There is the danger that climate change will create environmental refugees on a scale that makes the flight from the Syrian civil war pale in comparison. The UN has reported that 20 million people in Kenya, Yemen, South Sudan and Somalia are facing or at risk of famine, due to war and drought, while recent analysis has found that under a business-as-usual scenario, maximum temperatures in the MENA region could rise from 43°C to 46°C by the middle of the century, and reach almost 50°C by its end.
While the increasing cost-competitiveness and maturity of renewable energy and electric vehicles (which I suspect have implications for the ATEX handset market) is to be welcomed, much more needs to be done if we are to limit warming to 2°C. If climate change does trigger mass migration from MENA into Northern Europe, then it’s hard to see how the Schengen Agreement could continue in its current form. What effect would this have on cross-border operation and interworking/ ISI? Perhaps the increased need to police and control the borders will more than counteract the reduction in workload caused by it being harder for wanted criminals to cross borders without coming to the attention of the authorities.
If Europe’s public safety organisations have to deal with the issues created by a huge influx of refugees in a short space of time, then multilingual applications and tools that allow officers to easily communicate with those who don’t speak the same language will be needed more than they are today. One possible model would be Dubai Ambulance, which has had to deal with the fact that very few of its medics speak Arabic and has developed an app to help them learn it, and can play common medical questions and phrases to help them interact with patients while they are still learning.
Globalisation’s current trajectory suggests that the Western world may not be able to buy its way out of a food crisis, given that other nations are quickly catching up with us and the tendency to value food over complex abstract services when bellies are empty. A post-employment universal income society may be more amenable to rationing than the one we have today, but may be even less equipped to cope with a long-term loss of electricity or other modern essentials.

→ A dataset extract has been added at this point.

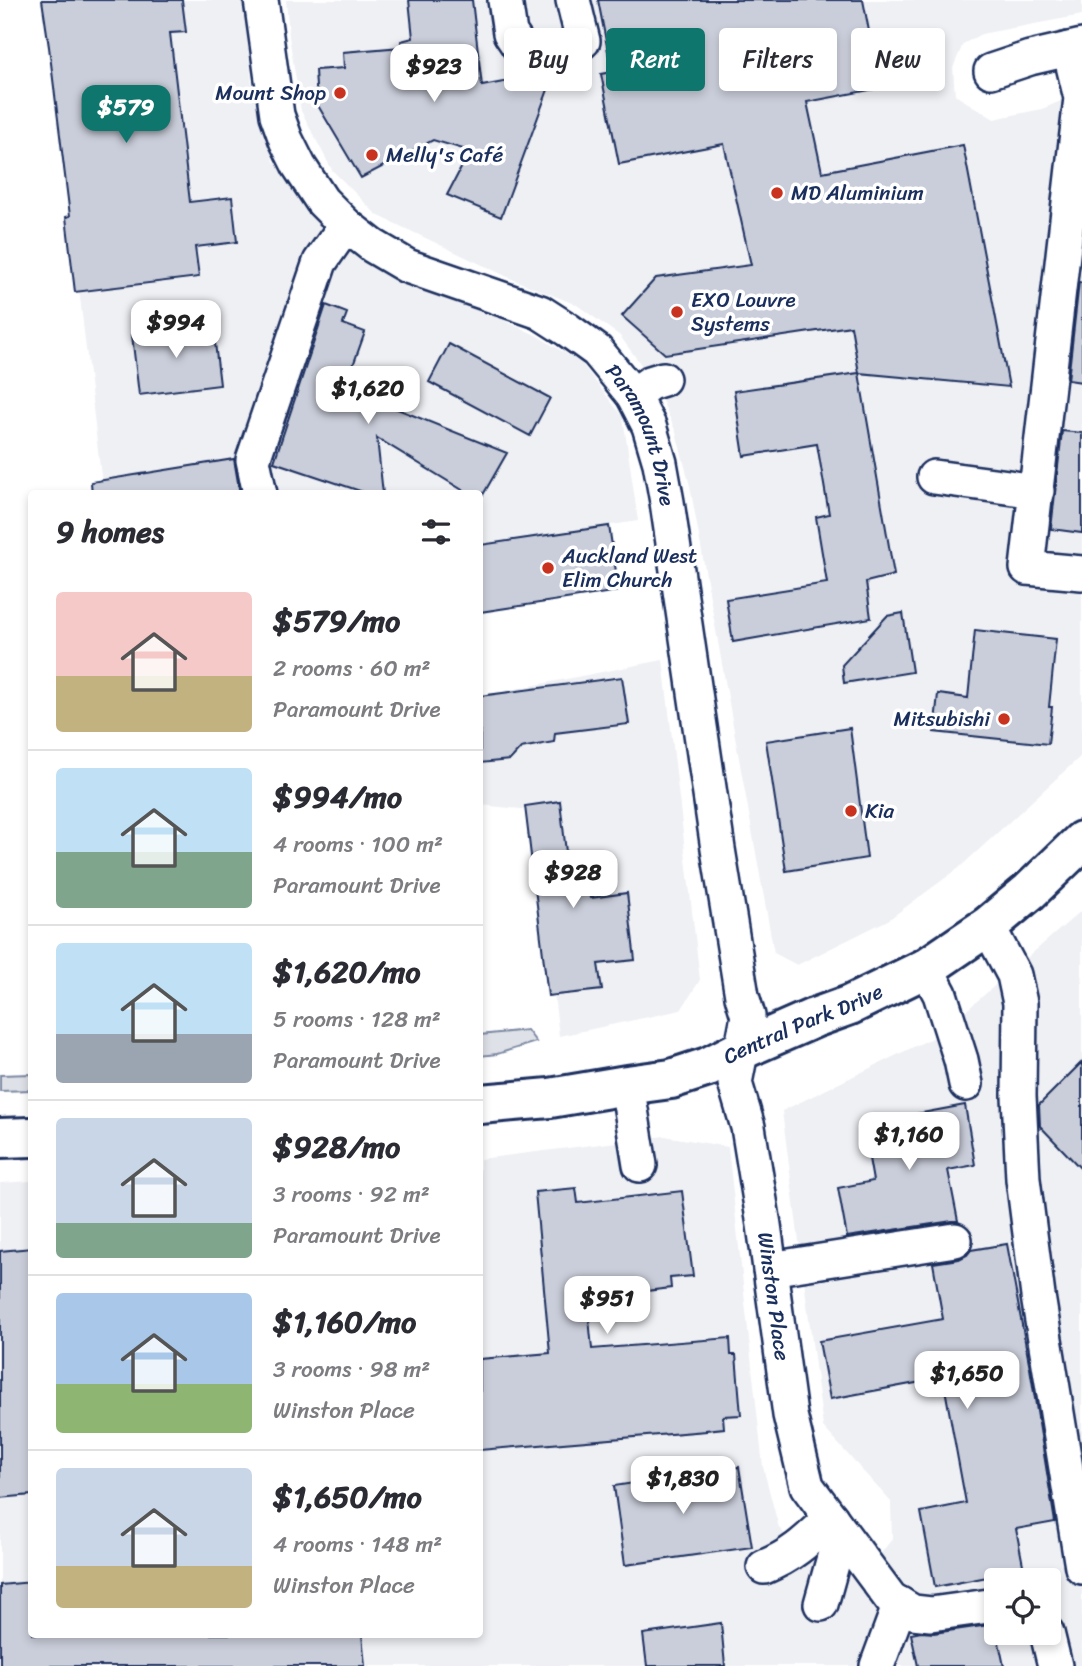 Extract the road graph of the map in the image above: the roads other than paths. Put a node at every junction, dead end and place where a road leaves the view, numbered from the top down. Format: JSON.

A global famine would be public safety organisations’ ultimate test. In this situation, communications between first responders will be civilisation-critical, given that their actions and morale could mean the different between survival and descent into anarchy. A prearranged plan to secure their loved ones, so that they are not torn between the need to protect their family and their duty to their fellow officers and the public, is essential.
At the same time, it is possible to go too far. One striking though fictional example of this is in World War Z (the book rather than the awful film), when the situational awareness and communications equipment given to the troops on the ground allows panic to spread like an airborne virus. I wonder if zombies’ place in popular culture may be partly due to the subconscious fears created by the size and density of our population and the barren nature of our artificial environment. To my mind, a scenario in which the food supply is disrupted, even for a month, is far more plausible and terrifying than an attack of the walking dead.
The issues I have raised in this article are wicked problems that no single organisation or country has the power to address. However, in anticipating them, it is possible to plan and start getting the groundwork in place so that when disaster strikes, first responders have the tools to do their best when the need is greatest.